MX_{(s)} ↔ M^{+}_{(aq)} + X^{–}_{(aq)} K_{s} = *a*(M^{+}) *a*(X^{–})

where the activities are those of the saturated solution (i.e. at equilibrium).

Note that in the expression for K_{s}, the activity of MX has been taken as one, as it is a solid. The equilibrium constant K_{s} is called the solubility constant (or solubility product) of the salt.

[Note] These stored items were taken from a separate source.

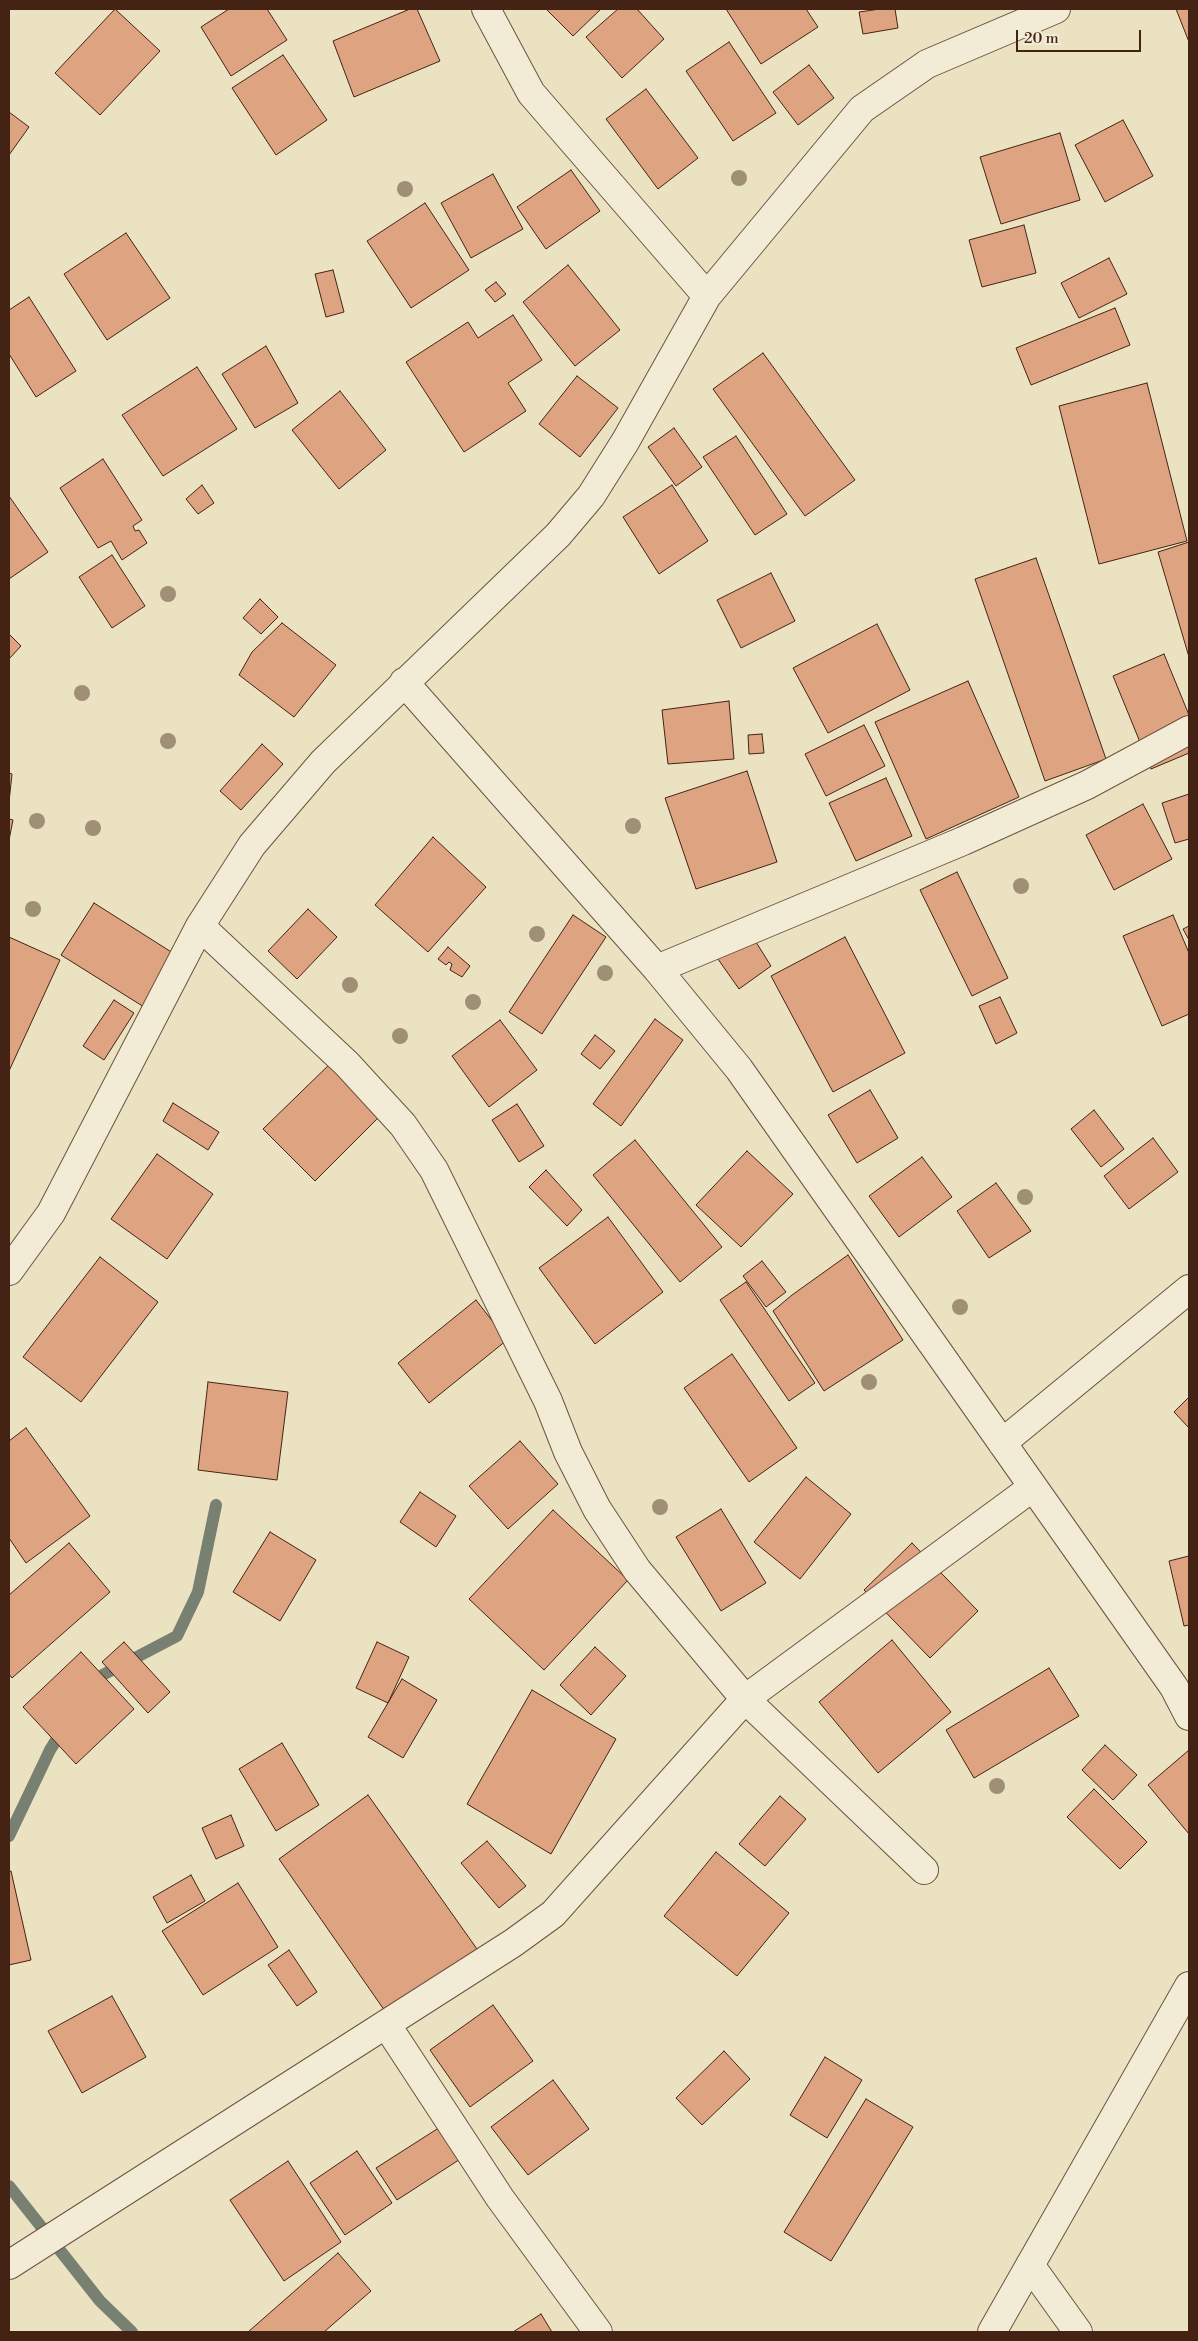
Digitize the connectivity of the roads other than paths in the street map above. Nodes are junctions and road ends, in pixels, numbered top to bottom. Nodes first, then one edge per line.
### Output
1 (486, 9) edge
2 (1056, 9) edge
3 (708, 296) junction
4 (404, 682) junction
5 (1189, 730) edge
6 (200, 926) junction
7 (657, 969) junction
8 (9, 1271) edge
9 (1189, 1289) edge
10 (1002, 1444) junction
11 (1033, 1487) junction
12 (745, 1699) junction
13 (1189, 1716) edge
14 (924, 1870) dead end
15 (1189, 1986) edge
16 (386, 2024) junction
17 (9, 2265) edge
18 (1030, 2265) junction
19 (595, 2331) edge
20 (992, 2332) edge
21 (1078, 2332) edge

1 - 3 street
2 - 3 street
3 - 4 street
4 - 6 street
4 - 7 street
5 - 7 street
6 - 8 street
6 - 12 street
7 - 10 street
9 - 10 street
10 - 11 street
11 - 12 street
11 - 13 street
12 - 14 street
12 - 16 street
15 - 18 street
16 - 17 street
16 - 19 street
18 - 20 street
18 - 21 street

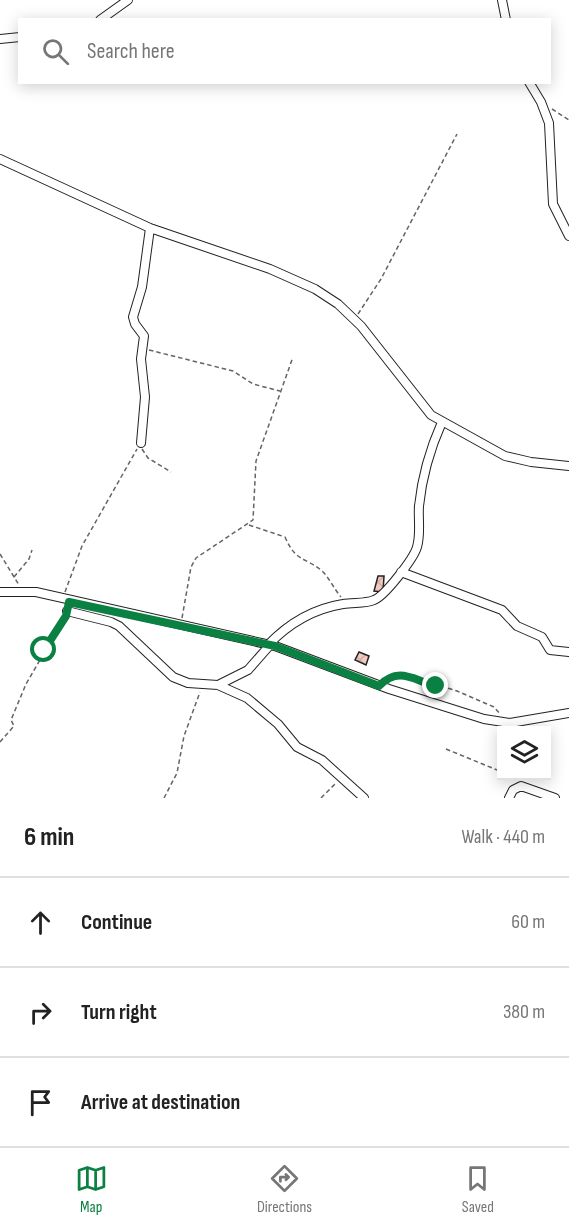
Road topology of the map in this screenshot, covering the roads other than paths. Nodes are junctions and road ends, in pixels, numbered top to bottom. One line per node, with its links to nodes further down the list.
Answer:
1 (128, 0): 3 (street)
2 (502, 0): 4 (street)
3 (103, 18)
4 (506, 18)
5 (18, 36): 6 (street)
6 (0, 39)
7 (530, 84): 10 (street)
8 (0, 159): 9 (street)
9 (150, 228): 11 (street); 12 (street)
10 (569, 236)
11 (442, 422): 13 (street); 14 (street)
12 (141, 444)
13 (569, 465)
14 (401, 572): 17 (street); 18 (street)
15 (0, 592): 17 (street)
16 (67, 611): 19 (street)
17 (268, 645): 19 (street); 20 (street)
18 (569, 652)
19 (218, 685): 21 (street)
20 (569, 713)
21 (363, 798)
22 (509, 798): 23 (street)
23 (555, 798)

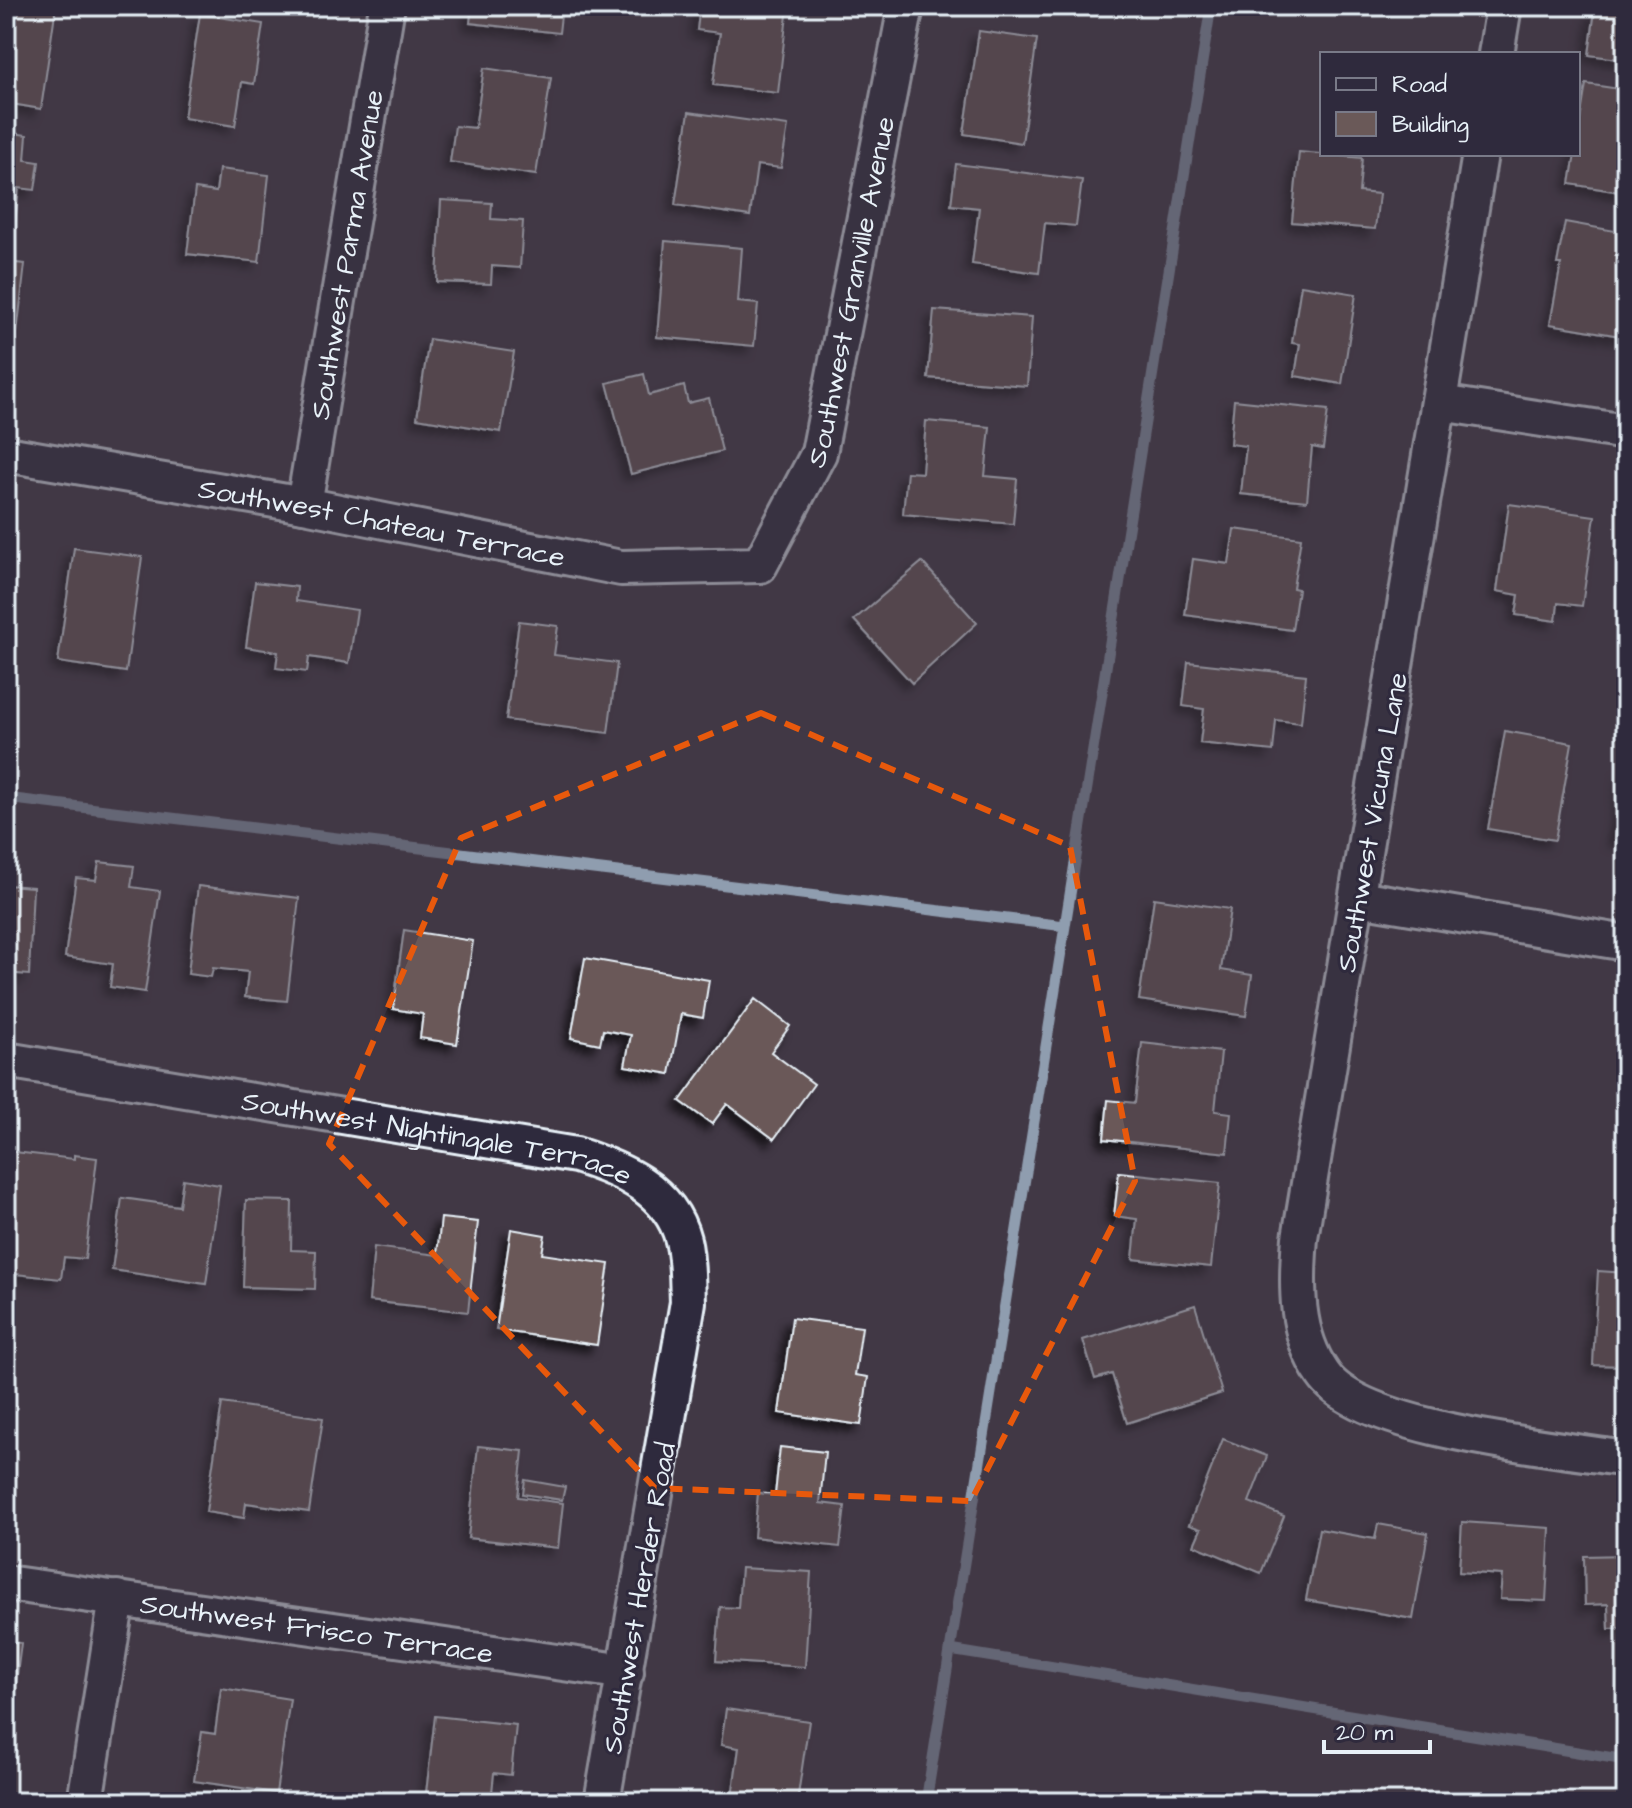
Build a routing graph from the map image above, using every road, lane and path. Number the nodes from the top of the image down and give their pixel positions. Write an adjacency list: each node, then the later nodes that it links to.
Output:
1 (387, 6): 9 (street, Southwest Parma Avenue)
2 (906, 6): 10 (street, Southwest Granville Avenue)
3 (1504, 6): 4 (street)
4 (1496, 52)
5 (1480, 156): 6 (street, Southwest Vicuna Lane)
6 (1440, 403): 7 (street); 11 (street, Southwest Vicuna Lane)
7 (1626, 432)
8 (6, 454): 9 (street, Southwest Chateau Terrace)
9 (304, 505): 10 (street, Southwest Chateau Terrace)
10 (760, 565)
11 (1358, 898): 12 (street); 15 (street, Southwest Vicuna Lane)
12 (1626, 943)
13 (6, 1060): 14 (street, Southwest Nightingale Terrace)
14 (673, 1394): 18 (street, Southwest Herder Road)
15 (1626, 1459)
16 (6, 1583): 17 (street, Southwest Frisco Terrace)
17 (117, 1598): 18 (street, Southwest Frisco Terrace); 19 (street)
18 (626, 1672): 20 (street, Southwest Herder Road)
19 (85, 1802)
20 (602, 1802)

When the solubility of the salt is so low that the mean activity coefficient, γ_{±} , is approximately equal to one even in the saturated solution, then from the definition of activity we may write *a* ≈ *b*/*bº.*

However, in the saturated solution,* b* =* S* (from the definition of *S*)

Thus, since *bº* = 1

**K _{s} ≈ S^{2}**

( and clearly *S *≈* √*K_{s} )

Thus it is possible to estimate S from the standard potential of a cell with an overall cell reaction corresponding to the solubility equilibrium (as K_{s} may be obtained from the relation ln K = __νFEº__/RT )

For Example, to estimate the solubility of cadmium hydroxide, Cd(OH)_{2} , we need to consider the solubility equilibrium

Cd(OH)_{2 (s)} ↔ Cd^{2+}_{(aq)} + 2OH ^{–}_{(aq)}

which can be expressed as the difference of the following half equations:

Cd(OH)_{2 (s)} + 2e^{–} → Cd _{(s)} + 2OH ^{–}_{(aq)} Eº = – 0.81 V

Cd^{2+}_{(aq)} + 2e^{–} → Cd _{(s)} Eº = – 0.40 V

So the cell potential, Eº, is – 0.81 – (- 0.40) = – 0.41 V. For this reaction, ν = 2. From here, calculation of K_{s} and then *S* is a trivial matter of substituting the correct values into the equations given above.